8.3 Animation along a Path

An object can be animated so that it proceeds along a specified path using the animateMotion element. For example:

<path d="M0 0 v -2.5 h10 v-5 l5 7.5 l-5 7.5 v-5 h-10 v-2.5" style="fill:red">
<animateMotion dur="6s" repeatCount="indefinite" 
path="M 100 150 
c 0 -40 120 -80 120 -40
c 0 40 120 80 120 40
c 0 -60 -120 -100 -120 -40
c 0 60 -120 100 -120 40"
 rotate="auto" />
</path>

The object consists of an arrow and the animateMotion element animates along a figure of eight path defined by the cubic beziers and starting on the left side.
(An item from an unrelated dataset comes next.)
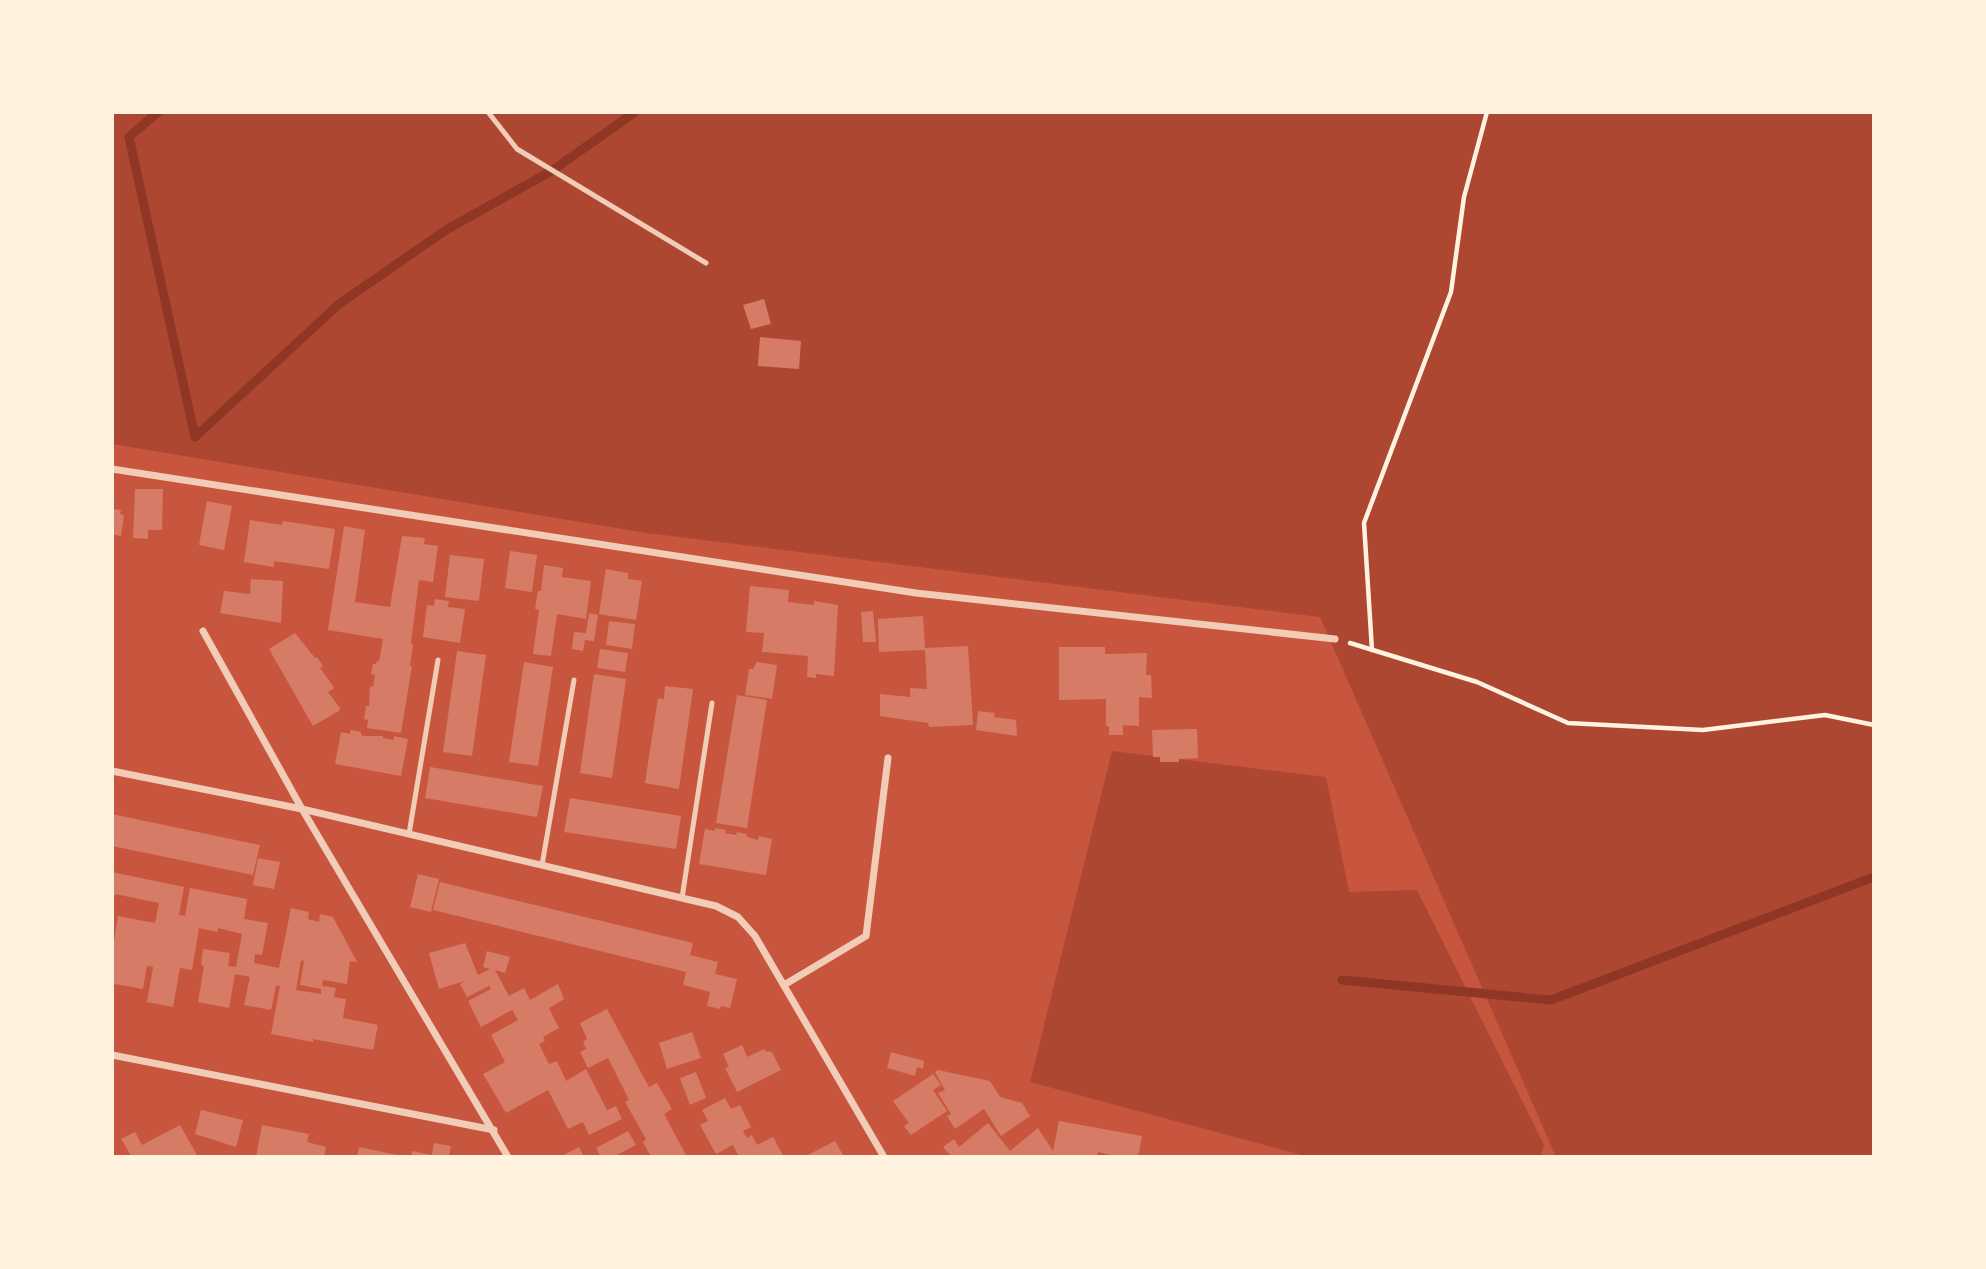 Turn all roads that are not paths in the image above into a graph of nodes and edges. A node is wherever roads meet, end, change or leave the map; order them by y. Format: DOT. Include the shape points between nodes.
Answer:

The rotate attribute defines the orientation of the arrow as it proceeds along the path. The value auto keeps the orientation of the arrow so that it always points along the path. A value specified as a number indicates that the arrow should stay at that constant rotation from its initial position irrespective of where it is on the curve. The value auto-reverse positions the arrow so that it always points away from the direction of motion. Figure 8.7 shows four examples of the rotate attribute with the positions of the arrow as the animation takes place in each case. The latest position is opaque and the earlier positions are displayed with decreasing opacity.